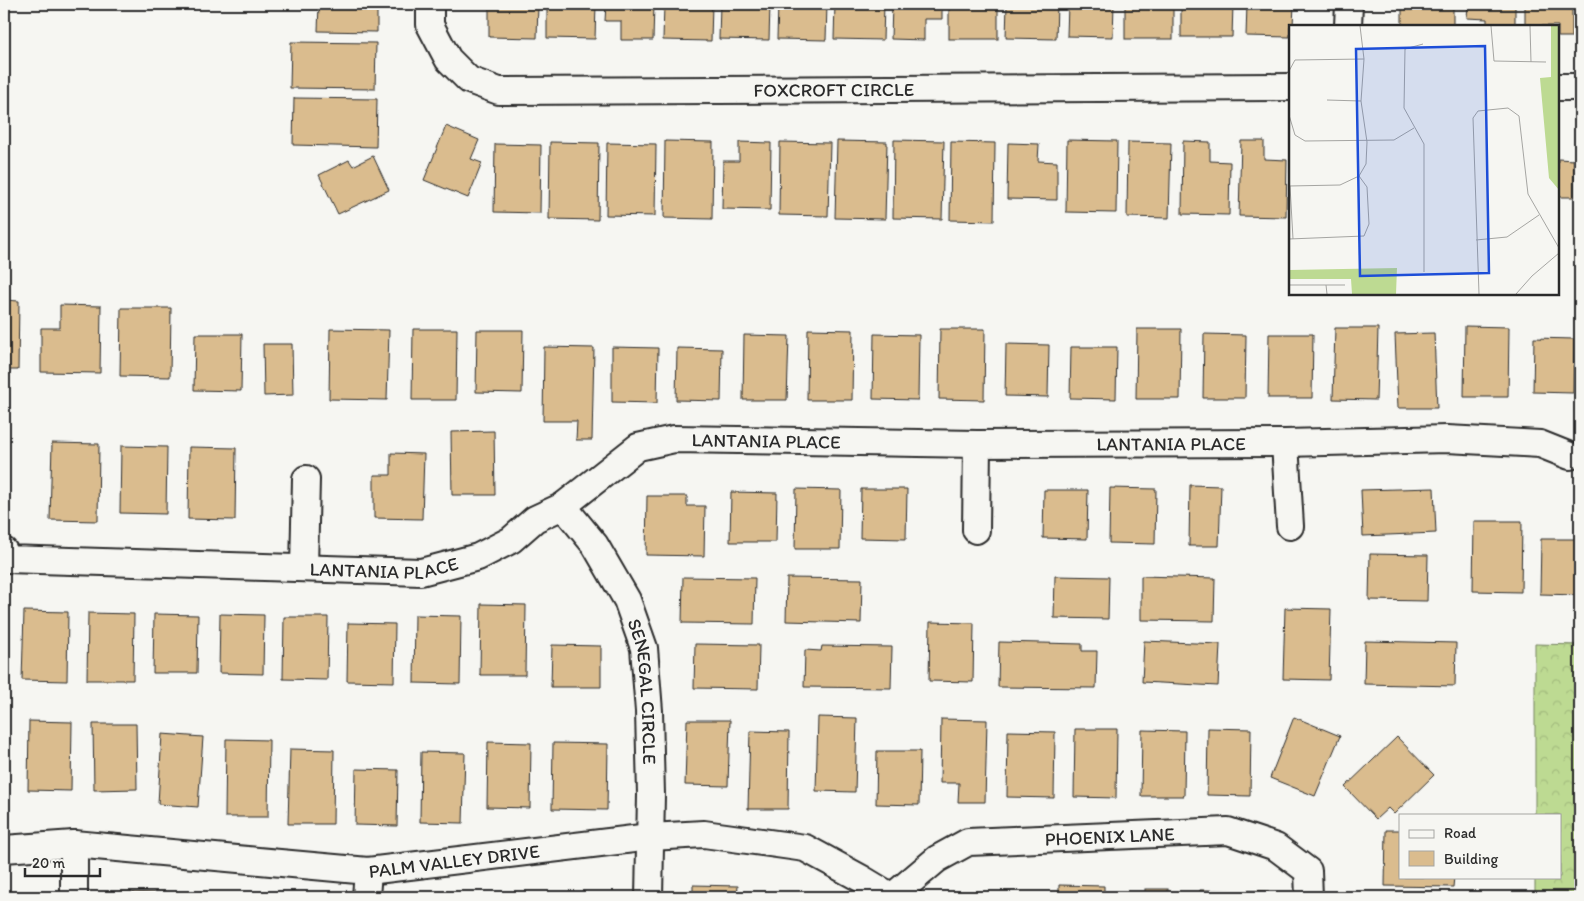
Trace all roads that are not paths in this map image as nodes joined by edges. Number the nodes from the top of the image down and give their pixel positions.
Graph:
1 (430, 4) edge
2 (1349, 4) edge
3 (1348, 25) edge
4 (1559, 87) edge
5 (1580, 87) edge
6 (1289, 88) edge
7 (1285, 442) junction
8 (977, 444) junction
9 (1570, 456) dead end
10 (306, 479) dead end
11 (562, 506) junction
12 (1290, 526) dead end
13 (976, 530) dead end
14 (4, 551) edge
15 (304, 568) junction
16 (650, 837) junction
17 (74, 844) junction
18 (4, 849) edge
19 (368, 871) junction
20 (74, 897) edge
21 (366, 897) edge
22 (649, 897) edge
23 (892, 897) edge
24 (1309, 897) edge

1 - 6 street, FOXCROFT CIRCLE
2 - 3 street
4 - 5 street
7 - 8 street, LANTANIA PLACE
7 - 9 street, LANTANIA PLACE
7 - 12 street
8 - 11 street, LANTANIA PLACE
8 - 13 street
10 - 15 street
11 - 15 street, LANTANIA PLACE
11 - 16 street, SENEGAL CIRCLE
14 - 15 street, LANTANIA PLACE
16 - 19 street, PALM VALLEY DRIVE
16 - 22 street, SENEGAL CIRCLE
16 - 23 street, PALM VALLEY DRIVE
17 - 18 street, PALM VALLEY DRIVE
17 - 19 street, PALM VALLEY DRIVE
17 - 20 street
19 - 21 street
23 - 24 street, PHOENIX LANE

^^^^^^^^

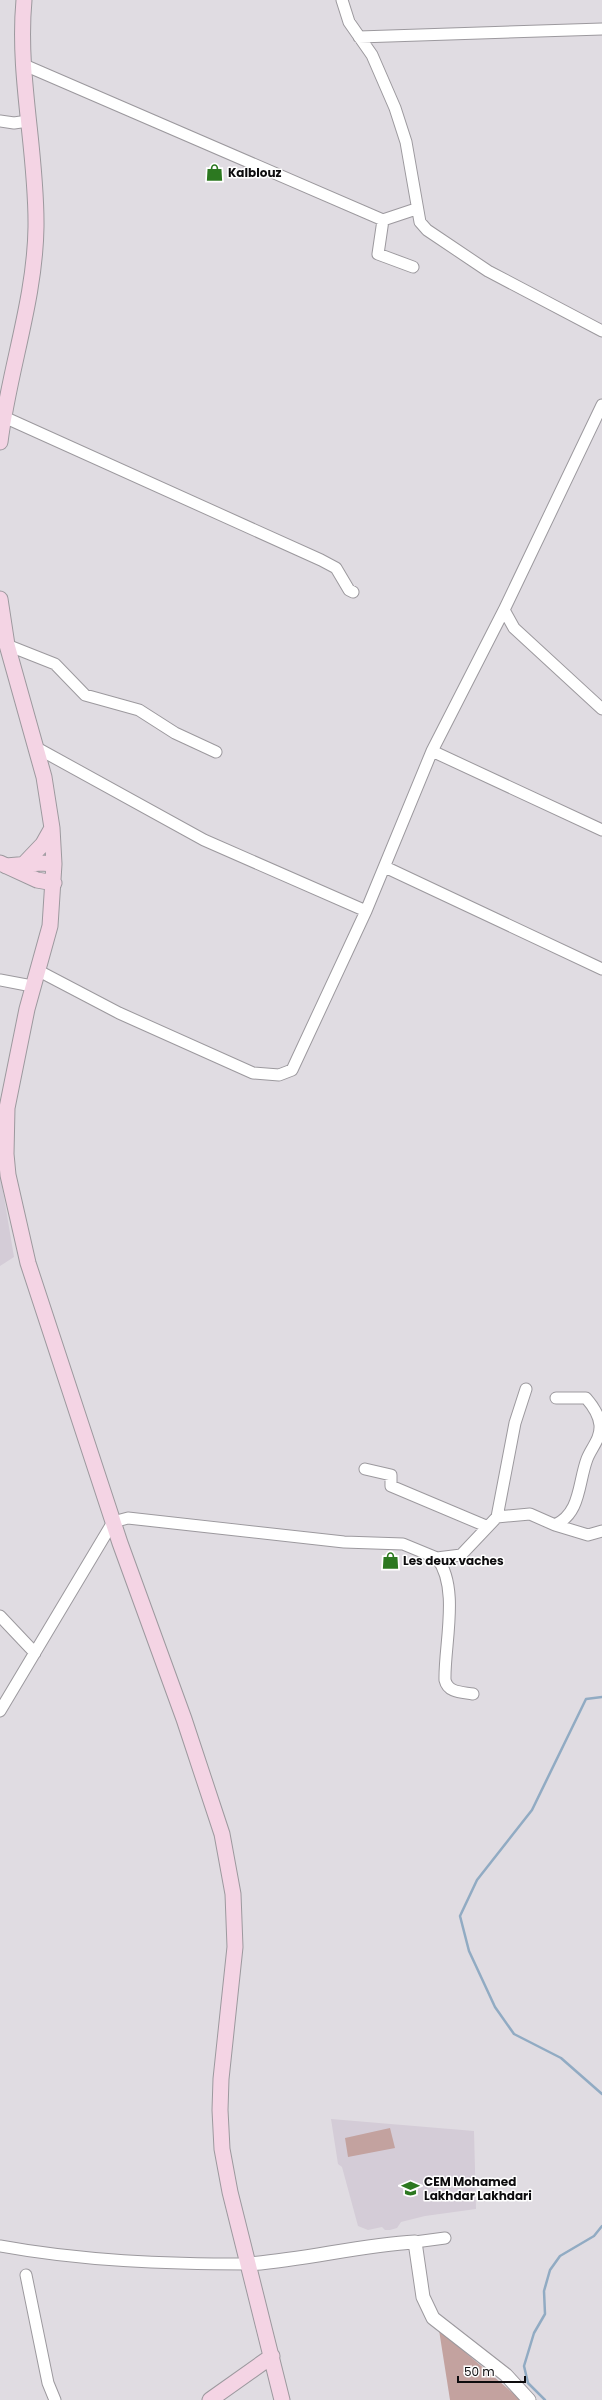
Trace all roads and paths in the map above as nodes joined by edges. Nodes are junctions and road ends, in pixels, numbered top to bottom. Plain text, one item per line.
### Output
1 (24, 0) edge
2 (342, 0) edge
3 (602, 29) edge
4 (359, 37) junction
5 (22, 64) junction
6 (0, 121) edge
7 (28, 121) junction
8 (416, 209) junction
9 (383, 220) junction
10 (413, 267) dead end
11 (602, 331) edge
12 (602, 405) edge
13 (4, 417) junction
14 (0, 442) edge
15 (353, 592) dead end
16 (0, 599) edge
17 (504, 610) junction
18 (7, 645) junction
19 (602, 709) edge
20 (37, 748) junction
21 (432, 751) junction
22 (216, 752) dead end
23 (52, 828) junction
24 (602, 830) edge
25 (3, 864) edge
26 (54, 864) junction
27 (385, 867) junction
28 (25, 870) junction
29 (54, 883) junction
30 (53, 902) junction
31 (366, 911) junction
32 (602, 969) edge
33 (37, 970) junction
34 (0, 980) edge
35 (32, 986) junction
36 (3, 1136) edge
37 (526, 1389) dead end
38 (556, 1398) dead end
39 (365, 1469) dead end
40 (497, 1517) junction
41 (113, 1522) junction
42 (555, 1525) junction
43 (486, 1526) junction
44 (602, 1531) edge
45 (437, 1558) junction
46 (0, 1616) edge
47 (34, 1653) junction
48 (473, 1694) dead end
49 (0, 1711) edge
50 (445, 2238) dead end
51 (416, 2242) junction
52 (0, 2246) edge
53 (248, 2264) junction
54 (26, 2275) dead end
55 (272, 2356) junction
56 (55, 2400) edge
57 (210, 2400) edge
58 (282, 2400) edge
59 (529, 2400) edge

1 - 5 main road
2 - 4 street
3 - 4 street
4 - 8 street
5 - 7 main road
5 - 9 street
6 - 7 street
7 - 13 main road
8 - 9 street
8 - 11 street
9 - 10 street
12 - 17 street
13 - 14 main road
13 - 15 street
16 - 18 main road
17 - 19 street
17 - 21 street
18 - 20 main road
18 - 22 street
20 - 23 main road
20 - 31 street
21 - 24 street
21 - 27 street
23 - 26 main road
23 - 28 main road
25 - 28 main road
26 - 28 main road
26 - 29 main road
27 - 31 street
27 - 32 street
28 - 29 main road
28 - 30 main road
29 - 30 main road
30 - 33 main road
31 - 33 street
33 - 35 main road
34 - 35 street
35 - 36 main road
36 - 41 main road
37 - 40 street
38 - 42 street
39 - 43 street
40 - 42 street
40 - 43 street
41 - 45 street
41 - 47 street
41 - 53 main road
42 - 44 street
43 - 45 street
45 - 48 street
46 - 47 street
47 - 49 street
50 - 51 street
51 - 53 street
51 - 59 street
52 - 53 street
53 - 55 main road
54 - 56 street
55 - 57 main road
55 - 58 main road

^^^^^^^^

| TASK DESCRIPTION |
Work out how many lines of the listing above include "edges"; the reply is that number alone.

| SOLVED PROBLEM |
2